:: What to do ::
Check each line of the listing for the word "dead" and report how many lines contain it, giving nothing but the number.

□ □ □ □ □ □ □

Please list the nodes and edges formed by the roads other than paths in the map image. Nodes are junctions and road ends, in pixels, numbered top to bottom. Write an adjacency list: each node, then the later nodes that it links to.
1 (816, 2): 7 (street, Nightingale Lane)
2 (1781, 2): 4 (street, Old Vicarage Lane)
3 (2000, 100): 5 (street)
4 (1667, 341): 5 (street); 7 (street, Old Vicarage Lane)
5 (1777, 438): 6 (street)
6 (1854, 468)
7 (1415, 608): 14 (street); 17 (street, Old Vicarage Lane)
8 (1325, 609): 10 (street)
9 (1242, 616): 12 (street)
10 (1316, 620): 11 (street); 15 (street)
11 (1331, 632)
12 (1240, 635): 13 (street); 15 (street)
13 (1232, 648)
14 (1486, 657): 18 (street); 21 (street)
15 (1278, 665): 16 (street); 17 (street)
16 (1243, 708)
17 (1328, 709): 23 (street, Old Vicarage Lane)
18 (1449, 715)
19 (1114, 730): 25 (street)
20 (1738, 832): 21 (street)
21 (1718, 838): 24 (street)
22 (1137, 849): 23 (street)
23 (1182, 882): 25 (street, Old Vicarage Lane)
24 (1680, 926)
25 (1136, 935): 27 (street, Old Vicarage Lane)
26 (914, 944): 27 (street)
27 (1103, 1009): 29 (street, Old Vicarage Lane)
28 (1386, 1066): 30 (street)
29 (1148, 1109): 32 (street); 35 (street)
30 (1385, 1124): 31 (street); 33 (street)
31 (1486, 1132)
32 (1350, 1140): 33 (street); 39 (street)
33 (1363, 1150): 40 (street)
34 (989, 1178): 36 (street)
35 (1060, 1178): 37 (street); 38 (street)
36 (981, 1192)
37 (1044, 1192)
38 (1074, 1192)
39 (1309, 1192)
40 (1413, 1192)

□ □ □ □ □ □ □

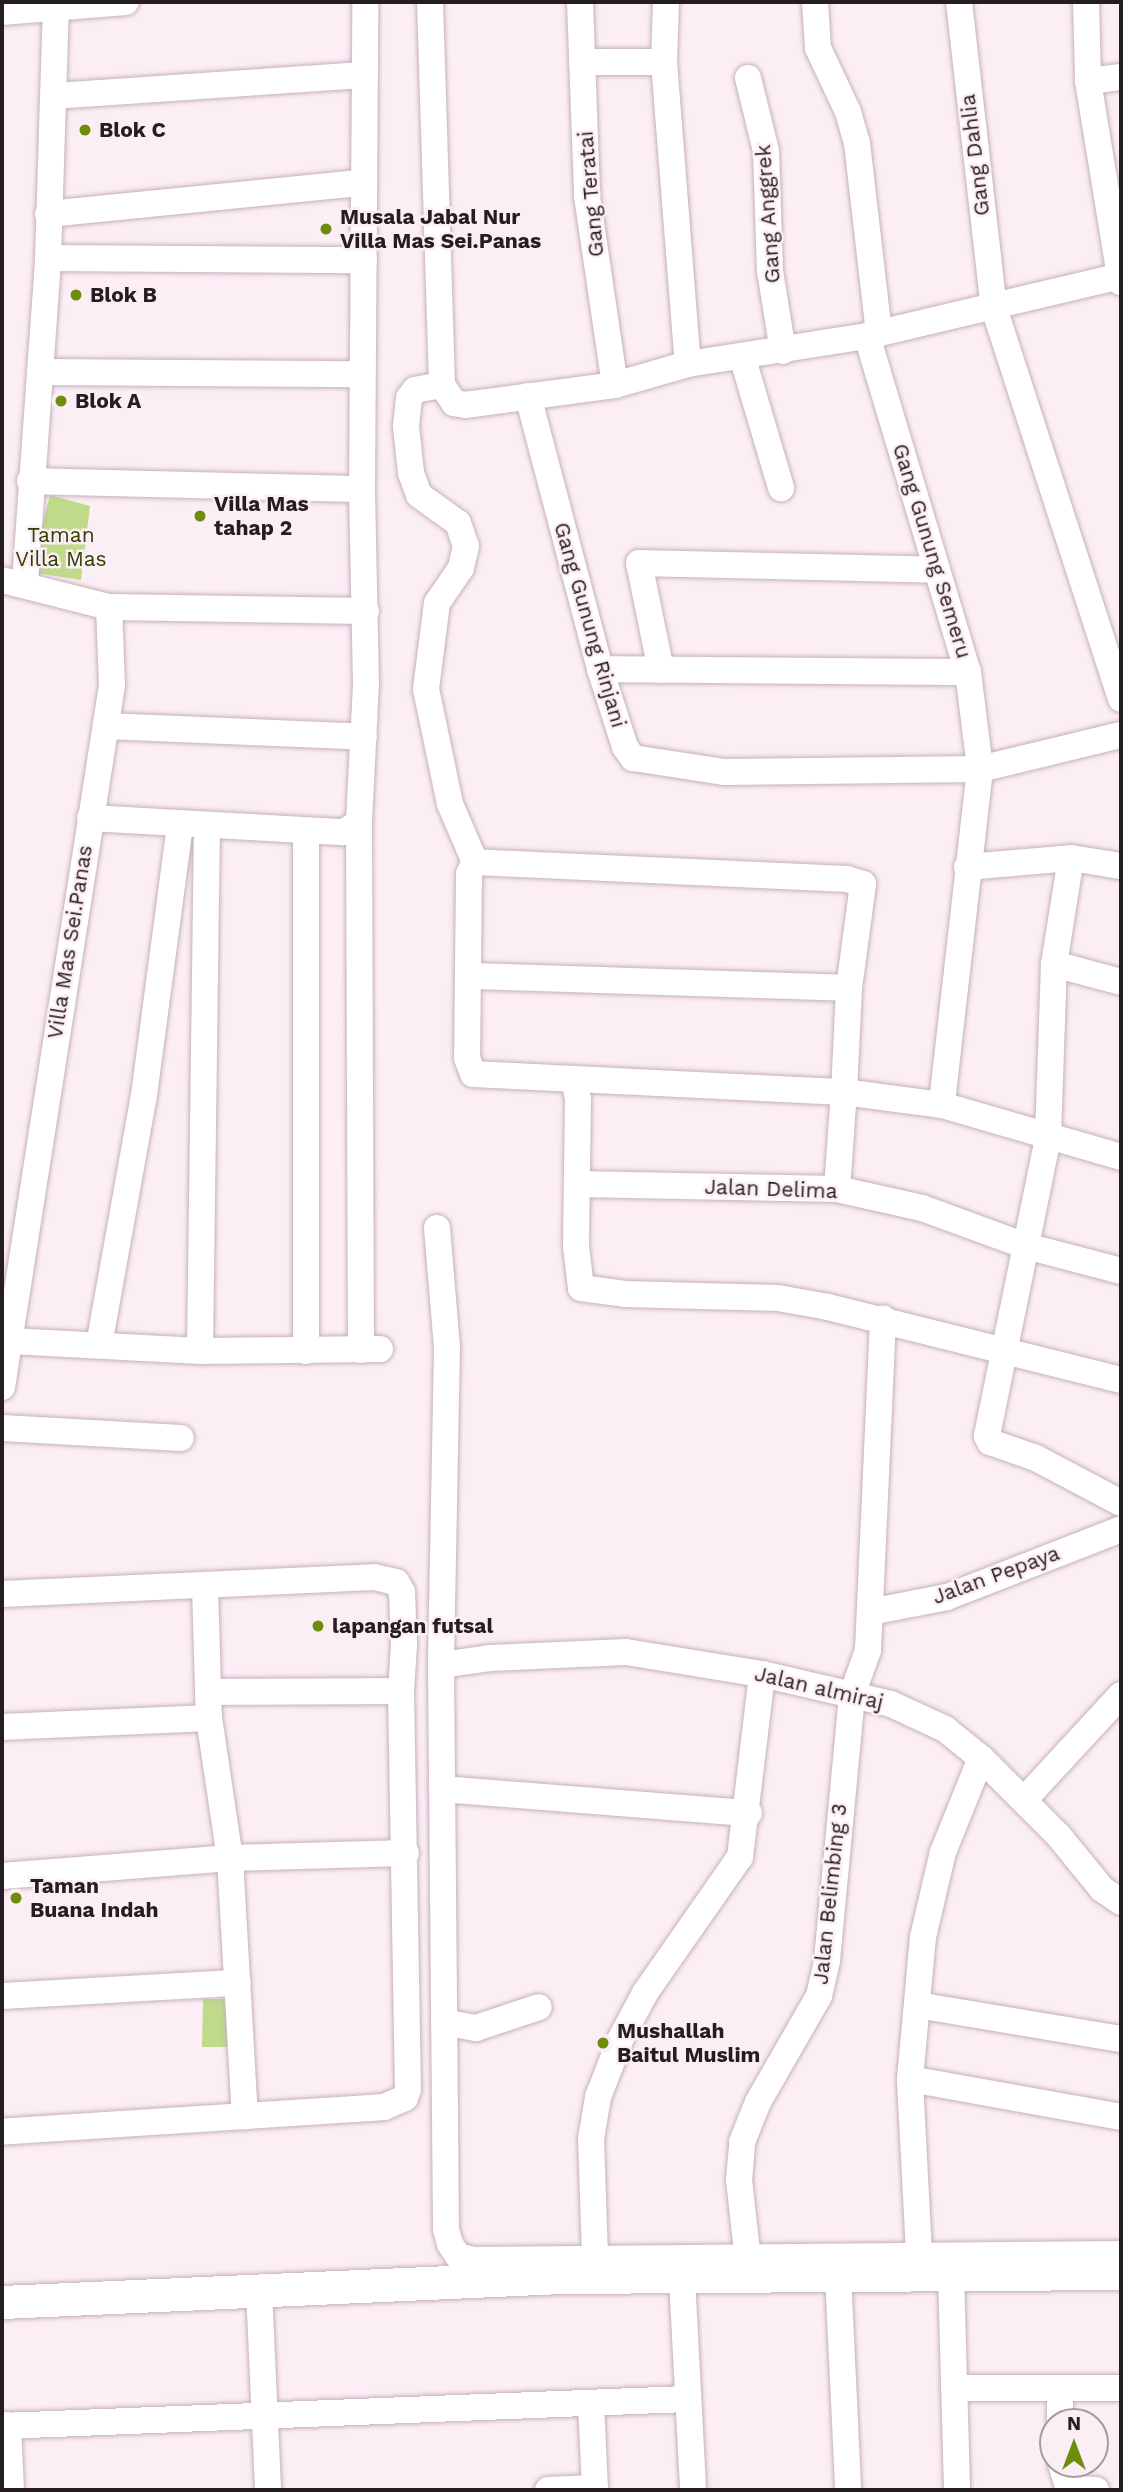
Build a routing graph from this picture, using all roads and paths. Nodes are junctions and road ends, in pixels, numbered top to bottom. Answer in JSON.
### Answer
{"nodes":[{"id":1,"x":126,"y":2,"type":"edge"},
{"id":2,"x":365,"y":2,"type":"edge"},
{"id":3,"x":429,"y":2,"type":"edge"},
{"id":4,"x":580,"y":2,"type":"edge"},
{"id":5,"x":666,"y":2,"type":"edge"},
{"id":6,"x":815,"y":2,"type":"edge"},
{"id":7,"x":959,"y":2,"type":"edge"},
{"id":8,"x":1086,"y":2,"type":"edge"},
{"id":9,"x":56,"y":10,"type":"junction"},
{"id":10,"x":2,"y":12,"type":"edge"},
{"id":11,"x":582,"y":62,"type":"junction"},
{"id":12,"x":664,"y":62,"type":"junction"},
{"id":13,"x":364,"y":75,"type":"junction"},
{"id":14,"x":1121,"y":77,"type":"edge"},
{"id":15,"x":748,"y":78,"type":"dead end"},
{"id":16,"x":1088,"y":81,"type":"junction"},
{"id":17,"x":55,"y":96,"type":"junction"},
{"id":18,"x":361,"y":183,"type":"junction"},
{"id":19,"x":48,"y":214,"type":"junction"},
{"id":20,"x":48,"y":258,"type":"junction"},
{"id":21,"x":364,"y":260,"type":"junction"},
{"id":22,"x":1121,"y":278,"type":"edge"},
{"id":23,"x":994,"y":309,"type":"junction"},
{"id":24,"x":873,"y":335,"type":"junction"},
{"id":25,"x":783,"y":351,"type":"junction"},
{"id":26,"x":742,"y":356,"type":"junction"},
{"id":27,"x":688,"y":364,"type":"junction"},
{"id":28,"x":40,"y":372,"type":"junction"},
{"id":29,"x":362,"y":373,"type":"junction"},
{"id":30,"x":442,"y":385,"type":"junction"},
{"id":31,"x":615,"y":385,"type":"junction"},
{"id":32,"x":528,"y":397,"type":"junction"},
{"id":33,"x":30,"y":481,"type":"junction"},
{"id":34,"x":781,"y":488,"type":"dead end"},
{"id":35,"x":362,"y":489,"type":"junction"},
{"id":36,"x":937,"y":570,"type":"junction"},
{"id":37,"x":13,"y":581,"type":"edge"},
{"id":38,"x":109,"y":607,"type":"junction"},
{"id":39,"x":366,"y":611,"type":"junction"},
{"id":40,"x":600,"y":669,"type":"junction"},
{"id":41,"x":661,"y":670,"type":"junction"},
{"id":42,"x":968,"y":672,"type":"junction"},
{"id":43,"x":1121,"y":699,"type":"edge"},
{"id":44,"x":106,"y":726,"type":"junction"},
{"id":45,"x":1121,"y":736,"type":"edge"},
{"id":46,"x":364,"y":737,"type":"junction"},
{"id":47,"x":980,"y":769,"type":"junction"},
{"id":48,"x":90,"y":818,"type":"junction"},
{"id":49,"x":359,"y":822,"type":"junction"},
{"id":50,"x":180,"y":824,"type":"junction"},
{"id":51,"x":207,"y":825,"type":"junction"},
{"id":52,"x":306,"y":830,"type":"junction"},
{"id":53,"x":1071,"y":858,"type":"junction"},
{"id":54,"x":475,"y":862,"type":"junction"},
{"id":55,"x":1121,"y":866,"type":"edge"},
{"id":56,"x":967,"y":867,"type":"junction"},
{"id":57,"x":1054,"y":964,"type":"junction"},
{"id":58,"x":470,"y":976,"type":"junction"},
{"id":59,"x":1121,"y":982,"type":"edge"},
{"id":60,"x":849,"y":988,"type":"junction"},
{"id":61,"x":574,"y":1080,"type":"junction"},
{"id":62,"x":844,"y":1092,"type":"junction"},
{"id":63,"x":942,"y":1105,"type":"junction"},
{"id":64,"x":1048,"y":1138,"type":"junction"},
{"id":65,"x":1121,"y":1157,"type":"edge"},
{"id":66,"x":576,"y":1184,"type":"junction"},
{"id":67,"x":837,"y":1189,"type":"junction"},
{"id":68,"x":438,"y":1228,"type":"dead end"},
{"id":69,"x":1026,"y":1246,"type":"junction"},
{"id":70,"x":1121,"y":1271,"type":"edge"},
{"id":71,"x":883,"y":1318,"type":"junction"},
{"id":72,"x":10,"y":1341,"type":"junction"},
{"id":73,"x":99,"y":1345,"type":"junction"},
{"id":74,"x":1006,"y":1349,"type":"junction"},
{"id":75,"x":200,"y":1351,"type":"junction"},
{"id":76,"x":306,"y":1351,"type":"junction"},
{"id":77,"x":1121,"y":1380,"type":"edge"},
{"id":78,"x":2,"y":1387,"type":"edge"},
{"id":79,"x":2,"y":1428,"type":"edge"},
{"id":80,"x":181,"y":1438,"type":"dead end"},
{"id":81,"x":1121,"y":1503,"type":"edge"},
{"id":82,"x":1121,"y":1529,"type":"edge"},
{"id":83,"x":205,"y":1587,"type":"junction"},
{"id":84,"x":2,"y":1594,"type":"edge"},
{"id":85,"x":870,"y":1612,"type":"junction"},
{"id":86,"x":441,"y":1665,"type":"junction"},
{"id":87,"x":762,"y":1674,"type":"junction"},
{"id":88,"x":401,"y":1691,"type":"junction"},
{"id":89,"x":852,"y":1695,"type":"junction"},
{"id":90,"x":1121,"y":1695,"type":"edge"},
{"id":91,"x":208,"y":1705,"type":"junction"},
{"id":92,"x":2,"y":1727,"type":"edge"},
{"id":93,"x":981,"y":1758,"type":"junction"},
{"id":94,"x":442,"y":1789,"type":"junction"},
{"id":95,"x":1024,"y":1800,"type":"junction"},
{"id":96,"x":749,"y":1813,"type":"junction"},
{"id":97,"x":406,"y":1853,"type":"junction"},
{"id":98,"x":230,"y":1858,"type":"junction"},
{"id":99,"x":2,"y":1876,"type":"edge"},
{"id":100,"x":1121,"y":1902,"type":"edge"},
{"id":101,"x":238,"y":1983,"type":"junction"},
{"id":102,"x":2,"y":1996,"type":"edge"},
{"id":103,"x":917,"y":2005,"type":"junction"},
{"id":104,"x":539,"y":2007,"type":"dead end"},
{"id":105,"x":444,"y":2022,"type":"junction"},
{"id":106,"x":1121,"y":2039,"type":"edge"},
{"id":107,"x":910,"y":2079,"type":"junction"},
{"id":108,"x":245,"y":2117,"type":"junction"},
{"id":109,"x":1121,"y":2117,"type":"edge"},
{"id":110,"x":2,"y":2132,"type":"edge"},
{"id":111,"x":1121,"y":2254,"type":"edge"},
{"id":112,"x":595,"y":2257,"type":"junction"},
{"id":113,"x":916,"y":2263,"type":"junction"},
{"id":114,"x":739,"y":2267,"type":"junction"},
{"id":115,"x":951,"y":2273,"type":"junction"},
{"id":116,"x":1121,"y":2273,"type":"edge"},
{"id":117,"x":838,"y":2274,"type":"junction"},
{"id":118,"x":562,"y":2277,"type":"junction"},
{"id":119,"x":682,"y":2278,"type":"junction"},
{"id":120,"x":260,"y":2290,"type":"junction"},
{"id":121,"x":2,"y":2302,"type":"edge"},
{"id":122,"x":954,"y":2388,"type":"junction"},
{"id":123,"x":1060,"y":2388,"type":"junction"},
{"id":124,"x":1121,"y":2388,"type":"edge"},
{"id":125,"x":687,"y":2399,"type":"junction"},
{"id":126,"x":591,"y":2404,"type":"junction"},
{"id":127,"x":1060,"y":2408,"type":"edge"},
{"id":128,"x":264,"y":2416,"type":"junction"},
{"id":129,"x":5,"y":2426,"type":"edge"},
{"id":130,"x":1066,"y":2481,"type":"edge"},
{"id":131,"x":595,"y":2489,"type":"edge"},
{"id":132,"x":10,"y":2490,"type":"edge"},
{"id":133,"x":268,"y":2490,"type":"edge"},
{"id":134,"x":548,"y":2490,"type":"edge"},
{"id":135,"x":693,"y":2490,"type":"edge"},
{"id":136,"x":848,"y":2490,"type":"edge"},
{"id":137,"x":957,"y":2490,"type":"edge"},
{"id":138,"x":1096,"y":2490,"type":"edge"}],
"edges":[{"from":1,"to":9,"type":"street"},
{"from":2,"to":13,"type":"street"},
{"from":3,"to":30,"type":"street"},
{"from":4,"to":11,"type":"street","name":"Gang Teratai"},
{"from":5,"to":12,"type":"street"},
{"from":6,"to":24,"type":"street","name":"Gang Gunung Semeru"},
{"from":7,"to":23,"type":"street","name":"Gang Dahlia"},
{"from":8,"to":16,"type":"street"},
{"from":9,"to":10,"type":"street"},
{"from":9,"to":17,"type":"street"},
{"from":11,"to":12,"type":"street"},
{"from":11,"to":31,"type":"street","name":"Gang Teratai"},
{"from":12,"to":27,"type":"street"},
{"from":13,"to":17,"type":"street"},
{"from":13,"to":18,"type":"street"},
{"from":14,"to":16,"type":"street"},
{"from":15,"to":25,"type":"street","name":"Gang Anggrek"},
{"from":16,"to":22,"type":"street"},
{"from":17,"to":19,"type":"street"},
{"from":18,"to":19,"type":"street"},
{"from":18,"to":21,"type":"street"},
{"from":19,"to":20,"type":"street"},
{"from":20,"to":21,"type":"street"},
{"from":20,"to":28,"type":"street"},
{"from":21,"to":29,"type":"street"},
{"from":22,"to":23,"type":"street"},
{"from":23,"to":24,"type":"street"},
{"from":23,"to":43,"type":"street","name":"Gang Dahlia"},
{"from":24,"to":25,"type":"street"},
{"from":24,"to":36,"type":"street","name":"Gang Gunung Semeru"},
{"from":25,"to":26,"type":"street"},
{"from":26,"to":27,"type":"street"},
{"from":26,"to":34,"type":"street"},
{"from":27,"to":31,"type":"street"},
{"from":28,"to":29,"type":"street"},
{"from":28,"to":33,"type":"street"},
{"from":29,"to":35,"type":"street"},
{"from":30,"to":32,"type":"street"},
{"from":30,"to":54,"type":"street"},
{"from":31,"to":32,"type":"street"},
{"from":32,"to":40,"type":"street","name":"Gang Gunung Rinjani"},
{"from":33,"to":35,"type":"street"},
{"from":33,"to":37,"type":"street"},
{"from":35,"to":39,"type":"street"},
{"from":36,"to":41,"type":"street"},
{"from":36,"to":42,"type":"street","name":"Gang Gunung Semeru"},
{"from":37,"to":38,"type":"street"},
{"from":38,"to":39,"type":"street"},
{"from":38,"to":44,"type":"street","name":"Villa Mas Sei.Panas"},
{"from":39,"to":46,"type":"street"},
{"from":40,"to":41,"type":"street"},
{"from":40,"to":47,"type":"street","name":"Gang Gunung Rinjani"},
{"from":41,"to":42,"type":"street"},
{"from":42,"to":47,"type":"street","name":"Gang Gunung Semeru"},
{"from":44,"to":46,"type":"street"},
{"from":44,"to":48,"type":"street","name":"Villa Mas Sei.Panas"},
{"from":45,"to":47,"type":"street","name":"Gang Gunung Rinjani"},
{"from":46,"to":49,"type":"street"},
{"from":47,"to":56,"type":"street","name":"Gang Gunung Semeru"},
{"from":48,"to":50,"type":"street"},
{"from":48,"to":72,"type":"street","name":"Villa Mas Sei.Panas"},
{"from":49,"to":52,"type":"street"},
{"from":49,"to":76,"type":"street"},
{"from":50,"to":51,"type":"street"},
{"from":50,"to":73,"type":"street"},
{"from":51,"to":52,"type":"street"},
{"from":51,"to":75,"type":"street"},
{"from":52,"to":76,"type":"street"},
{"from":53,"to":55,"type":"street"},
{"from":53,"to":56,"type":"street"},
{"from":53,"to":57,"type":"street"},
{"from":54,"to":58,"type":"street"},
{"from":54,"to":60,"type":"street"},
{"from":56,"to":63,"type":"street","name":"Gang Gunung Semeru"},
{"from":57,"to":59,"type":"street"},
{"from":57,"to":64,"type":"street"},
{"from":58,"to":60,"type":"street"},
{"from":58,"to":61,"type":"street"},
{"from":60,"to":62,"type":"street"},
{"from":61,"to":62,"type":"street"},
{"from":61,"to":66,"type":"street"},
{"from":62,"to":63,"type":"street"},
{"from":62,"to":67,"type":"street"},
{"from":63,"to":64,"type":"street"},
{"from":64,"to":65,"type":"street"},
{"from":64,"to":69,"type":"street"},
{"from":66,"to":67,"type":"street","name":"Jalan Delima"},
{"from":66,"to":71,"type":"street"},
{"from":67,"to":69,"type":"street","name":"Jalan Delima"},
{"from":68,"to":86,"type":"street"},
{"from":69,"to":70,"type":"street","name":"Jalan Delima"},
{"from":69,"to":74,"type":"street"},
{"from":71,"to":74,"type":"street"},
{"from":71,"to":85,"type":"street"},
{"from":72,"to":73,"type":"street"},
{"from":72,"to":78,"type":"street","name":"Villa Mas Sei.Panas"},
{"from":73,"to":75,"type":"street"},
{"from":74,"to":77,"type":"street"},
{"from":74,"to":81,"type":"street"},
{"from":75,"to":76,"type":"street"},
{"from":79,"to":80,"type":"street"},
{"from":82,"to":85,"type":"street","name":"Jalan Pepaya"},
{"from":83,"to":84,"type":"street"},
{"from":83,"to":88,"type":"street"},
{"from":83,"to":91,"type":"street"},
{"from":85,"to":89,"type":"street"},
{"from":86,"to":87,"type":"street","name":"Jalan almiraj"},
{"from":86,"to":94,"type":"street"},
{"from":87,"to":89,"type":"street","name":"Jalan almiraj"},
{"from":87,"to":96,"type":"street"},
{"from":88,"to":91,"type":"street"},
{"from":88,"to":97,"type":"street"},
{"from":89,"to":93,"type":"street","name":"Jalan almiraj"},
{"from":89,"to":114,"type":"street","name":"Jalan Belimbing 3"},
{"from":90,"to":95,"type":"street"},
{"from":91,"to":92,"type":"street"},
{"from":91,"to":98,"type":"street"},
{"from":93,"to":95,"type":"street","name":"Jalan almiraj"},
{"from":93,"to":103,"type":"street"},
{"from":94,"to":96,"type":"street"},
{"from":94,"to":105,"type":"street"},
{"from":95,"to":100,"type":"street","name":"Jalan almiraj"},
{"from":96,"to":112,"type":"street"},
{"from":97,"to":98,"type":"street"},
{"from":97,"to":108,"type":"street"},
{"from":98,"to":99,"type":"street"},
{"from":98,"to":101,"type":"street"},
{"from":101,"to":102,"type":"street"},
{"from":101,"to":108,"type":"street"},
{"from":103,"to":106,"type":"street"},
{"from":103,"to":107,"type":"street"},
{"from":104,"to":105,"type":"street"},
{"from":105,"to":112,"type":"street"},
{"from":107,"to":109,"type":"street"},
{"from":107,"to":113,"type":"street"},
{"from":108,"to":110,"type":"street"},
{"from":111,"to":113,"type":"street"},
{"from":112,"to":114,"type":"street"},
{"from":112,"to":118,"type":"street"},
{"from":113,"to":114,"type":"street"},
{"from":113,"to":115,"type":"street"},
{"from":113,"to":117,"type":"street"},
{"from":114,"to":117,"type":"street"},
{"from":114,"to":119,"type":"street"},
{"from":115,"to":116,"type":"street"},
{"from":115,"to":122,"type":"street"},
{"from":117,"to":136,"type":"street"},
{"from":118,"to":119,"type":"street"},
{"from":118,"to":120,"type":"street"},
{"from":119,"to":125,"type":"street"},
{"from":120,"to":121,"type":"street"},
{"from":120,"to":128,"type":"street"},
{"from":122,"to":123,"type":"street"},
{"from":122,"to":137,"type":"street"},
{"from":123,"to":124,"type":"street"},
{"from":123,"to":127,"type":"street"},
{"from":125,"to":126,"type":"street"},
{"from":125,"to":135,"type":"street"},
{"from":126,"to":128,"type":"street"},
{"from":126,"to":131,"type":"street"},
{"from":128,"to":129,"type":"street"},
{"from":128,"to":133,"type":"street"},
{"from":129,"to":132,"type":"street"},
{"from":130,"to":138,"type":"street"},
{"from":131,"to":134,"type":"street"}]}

□ □ □ □ □ □ □

:: Exercise output ::
5